I take only a blood pressure med and 81 mg of Aspirin.
I diagnosed myself three years ago at the age of 43. My internist was testing me for every possible autoimmune disease he could think of, and I suggested a celiac panel because I long suspected this to be the culprit of my chronic anemia, infertility, skin rashes and gaunt appearance. My bloodwork and endoscopy came back positive. Within a year of eating GF, I had gained 20 lbs., and my anemia was gone.
Since then, my brother and niece have been diagnosed, along with two of my good friends. YOU MAY HAVE TO INSIST YOUR DOCTOR TEST YOU FOR THIS. My brother - who is battling geno 1 hepatitis c - had to fight to be tested. His doctor didn't even know how to perform the tests. He has found a new specialist, and this doc thinks the celiac is responsible for most of his health problems.
this was very interesting and helpful. I have celiac disease and have experienced the "brain fog" for years and years. I just KNEW there had to be a connection between the cognitive difficulty and celiac, but no doctors definitively connected it at the time of my diagnosis so long ago.
It is so wonderful to finally hear that doctors are now making the connection. that's great!! Does anyone know if the brain fog is supposed to clear up 100% once on the diet, because mine has not. It is by far better than it was for a time before my diagnosis; however, since going on the diet, I have continued to have minor, yet steady problems with it.
I'm considering it on my next colonoscopy in a couple years even though I have enough experience (30years) that gluten makes me sick. But if Celiac is inherited and I can prove to them "scientifically" that I have it then it may convince my kids to cut gluten out of their diet before they start having painful symptoms which are so general it still may take years to convince them it's gluten.
I was diagnosed celiac at nine months of age when my mother began to wean me. I was really lucky, because she had a pediatric friend who recognized the symptoms. In Indiana in the 60's that was rare! What I found interesting was that I went back on gluten after childhood until I turned 30, when I KNEW that if I wanted to deal with my chronic health issues, I was going to have to go gluten-free, and ultimately dairy-free.
I have been SO healthy and happy since-pushing 41 this year and feeling great!
I tell anyone diagnosed young to stick with the diet, because it will kick your butt later, even if it seems okay to eat gluten for a while.
My son was diagnosed with celiac five years ago. He was three and was constantly tired, complained of leg pain all the time. It was just a hunch on the recommendation of a Doctor my cousin worked with. Within a week of going GF he was like a new kid.

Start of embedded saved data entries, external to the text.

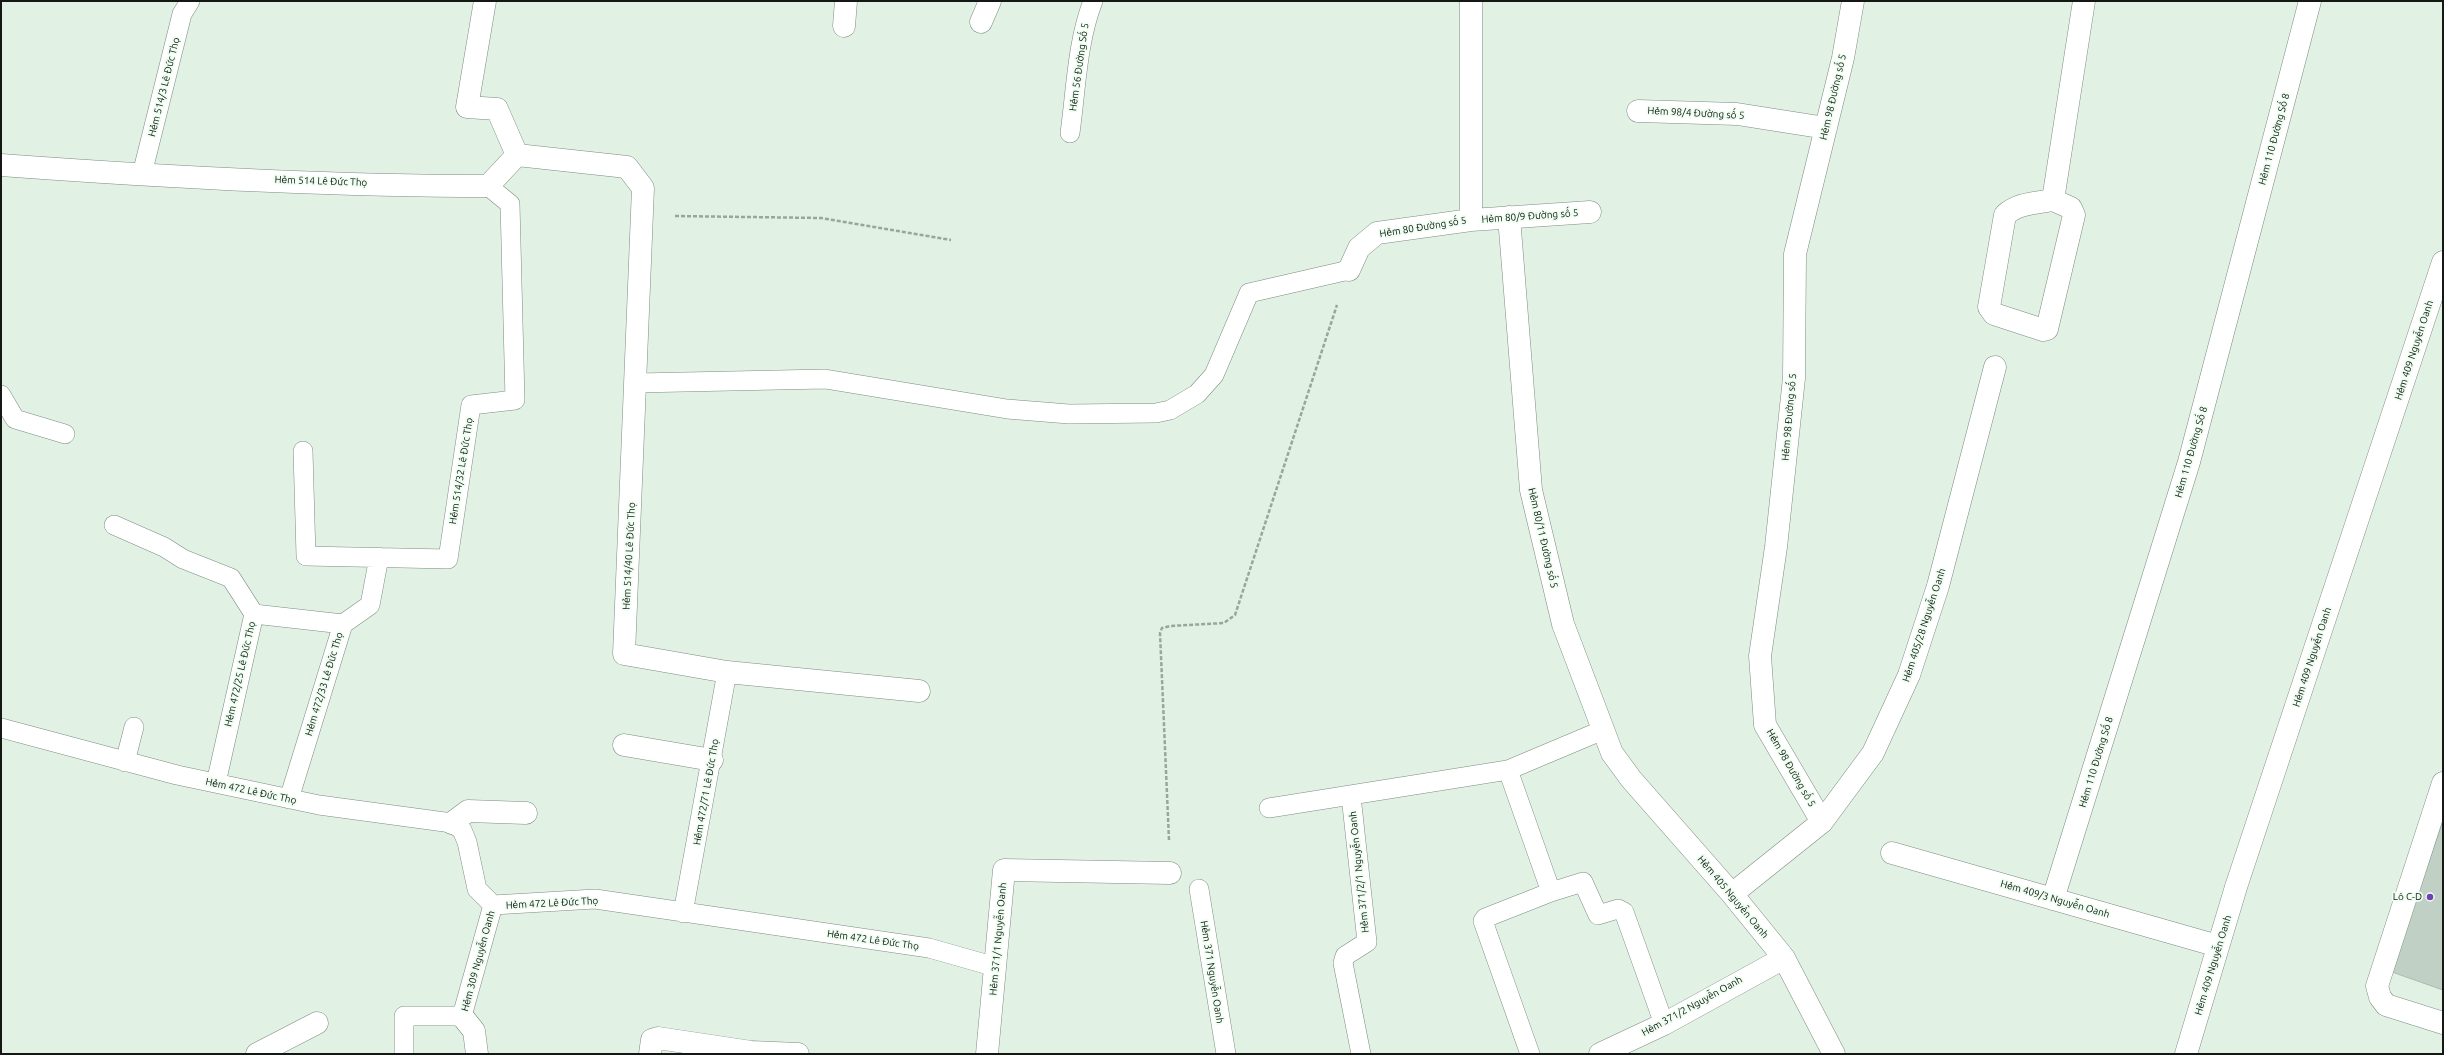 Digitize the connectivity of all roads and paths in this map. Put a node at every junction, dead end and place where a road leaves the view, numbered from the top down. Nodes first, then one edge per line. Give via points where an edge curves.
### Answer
1 (190, 1) edge
2 (485, 1) edge
3 (846, 1) edge
4 (990, 1) edge
5 (1093, 1) edge
6 (1472, 1) edge
7 (1853, 1) edge
8 (2084, 1) edge
9 (2310, 1) edge
10 (981, 22) dead end
11 (844, 26) dead end
12 (1638, 111) dead end
13 (1826, 128) junction
14 (1070, 133) dead end
15 (517, 155) junction
16 (1, 165) edge
17 (142, 174) junction
18 (488, 186) junction
19 (2053, 200) junction
20 (1590, 212) dead end
21 (643, 216) junction
22 (1509, 217) junction
23 (1471, 220) junction
24 (951, 240) dead end
25 (2443, 262) edge
26 (1348, 270) junction
27 (1995, 367) dead end
28 (637, 383) junction
29 (1, 395) edge
30 (65, 434) dead end
31 (303, 451) dead end
32 (114, 525) dead end
33 (378, 557) junction
34 (254, 614) junction
35 (343, 624) junction
36 (727, 672) junction
37 (919, 691) dead end
38 (134, 727) dead end
39 (1, 728) edge
40 (1604, 730) junction
41 (624, 745) dead end
42 (1612, 753) joint
43 (712, 760) junction
44 (125, 762) junction
45 (1508, 770) junction
46 (216, 783) junction
47 (2443, 783) edge
48 (1351, 796) junction
49 (289, 798) junction
50 (1269, 808) dead end
51 (526, 813) dead end
52 (1822, 822) junction
53 (452, 823) junction
54 (1892, 853) dead end
55 (1170, 873) joint
56 (1199, 889) dead end
57 (1551, 892) junction
58 (1732, 894) junction
59 (2053, 899) junction
60 (493, 905) junction
61 (683, 912) junction
62 (2218, 946) junction
63 (1784, 958) junction
64 (996, 967) junction
65 (462, 1016) junction
66 (2443, 1022) edge
67 (317, 1023) dead end
68 (1664, 1024) junction
69 (257, 1054) edge
70 (404, 1054) edge
71 (477, 1054) edge
72 (650, 1054) edge
73 (798, 1054) edge
74 (987, 1054) edge
75 (1226, 1054) edge
76 (1361, 1054) edge
77 (1530, 1054) edge
78 (1600, 1054) edge
79 (1834, 1054) edge
80 (2186, 1054) edge

1 - 17 lane, Hẻm 514/3 Lê Đức Thọ via 182,14
2 - 15 street via 467,106 497,109
3 - 11 street
4 - 10 street
5 - 14 lane, Hẻm 56 Đường Số 5 via 1086,18
6 - 23 street, Hẻm 80 Đường số 5
7 - 13 street, Hẻm 98 Đường số 5
8 - 19 street
9 - 59 street, Hẻm 110 Đường Số 8 via 2189,462
12 - 13 street, Hẻm 98/4 Đường số 5 via 1738,114
13 - 52 street, Hẻm 98 Đường số 5 via 1795,254 1794,378 1776,547 1760,656 1766,725
15 - 18 street
15 - 21 street, Hẻm 514/40 Lê Đức Thọ via 627,167 643,188
16 - 17 street, Hẻm 514 Lê Đức Thọ
17 - 18 street, Hẻm 514 Lê Đức Thọ via 425,186
18 - 33 lane, Hẻm 514/32 Lê Đức Thọ via 510,204 515,400 471,405 448,559
19 - 19 street via 2071,208 2074,215 2047,328 2043,330 1994,314 1989,307 2005,215 2012,208
20 - 22 street, Hẻm 80/9 Đường số 5
21 - 24 path via 820,218
21 - 28 street, Hẻm 514/40 Lê Đức Thọ
22 - 23 street, Hẻm 80/9 Đường số 5
22 - 40 street, Hẻm 80/11 Đường số 5 via 1531,490 1563,624
23 - 26 street, Hẻm 80 Đường số 5 via 1377,233 1359,248
25 - 62 street, Hẻm 409 Nguyễn Oanh
26 - 28 lane via 1249,293 1214,375 1197,394 1170,410 1156,413 1069,414 1007,409 825,379
26 - 55 path via 1235,616 1224,622 1170,626 1162,628 1160,633
27 - 52 street, Hẻm 405/28 Nguyễn Oanh via 1938,586 1909,675 1873,753
28 - 36 street, Hẻm 514/40 Lê Đức Thọ via 624,654
29 - 30 lane via 15,419
31 - 33 lane, Hẻm 514/32 Lê Đức Thọ via 306,556
32 - 34 lane, Hẻm 472/25 Lê Đức Thọ via 164,547 183,559 231,578
33 - 35 lane, Hẻm 472/33 Lê Đức Thọ via 370,605
34 - 35 lane
34 - 46 lane, Hẻm 472/25 Lê Đức Thọ
35 - 49 lane, Hẻm 472/33 Lê Đức Thọ
36 - 37 street, Hẻm 514/40 Lê Đức Thọ
36 - 43 lane, Hẻm 472/71 Lê Đức Thọ
38 - 44 lane
39 - 44 lane, Hẻm 472 Lê Đức Thọ
40 - 42 street, Hẻm 80/11 Đường số 5
40 - 45 lane
41 - 43 street
42 - 58 street, Hẻm 405 Nguyễn Oanh via 1631,779
43 - 61 lane, Hẻm 472/71 Lê Đức Thọ
44 - 46 lane, Hẻm 472 Lê Đức Thọ
45 - 48 lane
45 - 57 lane
46 - 49 lane, Hẻm 472 Lê Đức Thọ
47 - 66 street via 2377,986 2386,1005
48 - 50 lane
48 - 76 lane, Hẻm 371/2/1 Nguyễn Oanh via 1367,942 1345,956 1342,963
49 - 53 lane, Hẻm 472 Lê Đức Thọ via 319,805
51 - 53 street via 468,811
52 - 58 street, Hẻm 405/28 Nguyễn Oanh
53 - 60 lane, Hẻm 472 Lê Đức Thọ via 462,830 467,842 477,890
54 - 59 street, Hẻm 409/3 Nguyễn Oanh
55 - 64 street, Hẻm 371/1 Nguyễn Oanh via 1004,870
56 - 75 lane, Hẻm 371 Nguyễn Oanh
57 - 68 lane via 1582,882 1598,915 1618,909 1624,912
57 - 77 lane via 1483,921
58 - 63 street, Hẻm 405 Nguyễn Oanh
59 - 62 street, Hẻm 409/3 Nguyễn Oanh
60 - 61 lane, Hẻm 472 Lê Đức Thọ via 595,899
60 - 65 lane, Hẻm 309 Nguyễn Oanh via 480,959
61 - 64 lane, Hẻm 472 Lê Đức Thọ via 929,948
62 - 80 street, Hẻm 409 Nguyễn Oanh
63 - 68 street, Hẻm 371/2 Nguyễn Oanh
63 - 79 street, Hẻm 405 Nguyễn Oanh
64 - 74 street, Hẻm 371/1 Nguyễn Oanh
65 - 70 lane, Hẻm 309 Nguyễn Oanh via 404,1016
65 - 71 street via 474,1031
67 - 69 street
68 - 78 street, Hẻm 371/2 Nguyễn Oanh
72 - 73 street via 652,1040 658,1038 751,1052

The way I describe it to people is that your intestines should be like a shag carpet inside. Someone with celiac who is consuming gluten is more like a tile floor with no way to absorb the nutrients from food. Lactose is absorbed at the tip of the villi in the intestine so avoid dairy for several months until they can grow back. Otherwise you won't have the gluten symptoms, but will have the lactose intolerant symptoms.
The Celiac center at the university of MD accepts a diagnosis of celiac from improvement of symptoms from a gluten free diet. It's cheaper, faster and much less invasive than the endoscopy.
I have worked in healthcare for forty-two years and have listened to many patients complain of bloating, burping, and reflux over and over again for just as long. For many, all the usual battery of testing, some of which are, GI series, Endoscopies, Barium Enemas, and Colonoscopies, all come back negative. They are then confused and frustrated. I think it should be standard procedure for a physician to then suggest a gluten free diet for one month.
If symptoms improve, it would be such a simple, non invasive solution to a more-wide-spread-than-anyone-realizes epidemic. I don't know why more physicians don't ever suggest it. Again, it's mask the symptoms instead of investigate them.